Search the records for the string "highway" and return each line that has it.

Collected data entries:
○ ○ ○ ○ ○
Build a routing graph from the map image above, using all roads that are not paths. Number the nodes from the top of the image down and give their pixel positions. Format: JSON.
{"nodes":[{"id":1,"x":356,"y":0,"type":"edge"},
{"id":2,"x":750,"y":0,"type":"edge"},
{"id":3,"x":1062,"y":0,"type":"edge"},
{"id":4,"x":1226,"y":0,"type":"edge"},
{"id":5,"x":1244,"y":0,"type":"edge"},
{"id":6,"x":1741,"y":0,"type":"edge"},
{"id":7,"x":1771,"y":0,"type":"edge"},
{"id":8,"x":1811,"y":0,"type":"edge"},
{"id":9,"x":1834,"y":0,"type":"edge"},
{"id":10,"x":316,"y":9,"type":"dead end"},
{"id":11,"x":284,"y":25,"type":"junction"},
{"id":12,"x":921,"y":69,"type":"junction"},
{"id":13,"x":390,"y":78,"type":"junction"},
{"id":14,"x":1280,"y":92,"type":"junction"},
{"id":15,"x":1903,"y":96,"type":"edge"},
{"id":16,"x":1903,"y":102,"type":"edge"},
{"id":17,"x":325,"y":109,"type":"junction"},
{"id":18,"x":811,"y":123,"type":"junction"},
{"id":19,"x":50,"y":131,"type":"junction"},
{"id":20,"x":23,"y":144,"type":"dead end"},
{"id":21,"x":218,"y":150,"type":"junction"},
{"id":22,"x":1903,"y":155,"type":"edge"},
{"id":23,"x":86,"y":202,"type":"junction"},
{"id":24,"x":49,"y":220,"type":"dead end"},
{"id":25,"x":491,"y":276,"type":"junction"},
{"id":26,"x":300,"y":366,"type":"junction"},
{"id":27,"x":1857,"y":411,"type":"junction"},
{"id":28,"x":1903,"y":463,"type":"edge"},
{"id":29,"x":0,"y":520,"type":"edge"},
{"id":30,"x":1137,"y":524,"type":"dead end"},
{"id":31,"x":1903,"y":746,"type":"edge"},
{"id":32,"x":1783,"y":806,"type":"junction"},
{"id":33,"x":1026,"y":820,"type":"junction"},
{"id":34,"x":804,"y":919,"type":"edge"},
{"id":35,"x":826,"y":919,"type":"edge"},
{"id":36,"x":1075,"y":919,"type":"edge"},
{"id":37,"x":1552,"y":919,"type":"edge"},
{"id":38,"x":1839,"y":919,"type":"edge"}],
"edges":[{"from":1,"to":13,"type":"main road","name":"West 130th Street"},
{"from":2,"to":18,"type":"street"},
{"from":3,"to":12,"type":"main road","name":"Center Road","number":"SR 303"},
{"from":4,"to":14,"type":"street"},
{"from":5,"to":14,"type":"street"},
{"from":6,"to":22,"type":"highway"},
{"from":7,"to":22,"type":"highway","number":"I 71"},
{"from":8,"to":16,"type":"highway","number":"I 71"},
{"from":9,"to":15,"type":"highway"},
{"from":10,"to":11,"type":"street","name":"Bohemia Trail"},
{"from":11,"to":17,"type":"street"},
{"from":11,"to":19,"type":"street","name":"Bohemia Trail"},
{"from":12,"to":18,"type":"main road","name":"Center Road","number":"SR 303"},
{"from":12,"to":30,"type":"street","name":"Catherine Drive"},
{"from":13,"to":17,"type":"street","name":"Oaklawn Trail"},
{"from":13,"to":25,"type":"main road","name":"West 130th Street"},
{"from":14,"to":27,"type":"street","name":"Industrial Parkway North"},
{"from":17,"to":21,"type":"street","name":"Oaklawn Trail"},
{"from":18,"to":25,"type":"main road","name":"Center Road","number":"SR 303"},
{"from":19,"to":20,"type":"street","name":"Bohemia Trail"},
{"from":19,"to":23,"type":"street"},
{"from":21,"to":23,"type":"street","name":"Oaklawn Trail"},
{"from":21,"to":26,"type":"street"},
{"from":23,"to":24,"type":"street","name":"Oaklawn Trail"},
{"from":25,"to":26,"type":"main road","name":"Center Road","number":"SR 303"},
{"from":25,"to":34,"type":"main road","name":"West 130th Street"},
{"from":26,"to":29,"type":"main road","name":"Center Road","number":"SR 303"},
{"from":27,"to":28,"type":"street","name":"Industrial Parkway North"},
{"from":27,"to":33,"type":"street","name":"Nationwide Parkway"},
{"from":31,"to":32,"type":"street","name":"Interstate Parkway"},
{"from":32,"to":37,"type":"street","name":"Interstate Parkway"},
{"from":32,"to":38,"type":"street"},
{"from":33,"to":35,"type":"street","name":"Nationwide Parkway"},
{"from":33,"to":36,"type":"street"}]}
○ ○ ○ ○ ○
■ FINISHED EXERCISE
{"from":6,"to":22,"type":"highway"},
{"from":7,"to":22,"type":"highway","number":"I 71"},
{"from":8,"to":16,"type":"highway","number":"I 71"},
{"from":9,"to":15,"type":"highway"},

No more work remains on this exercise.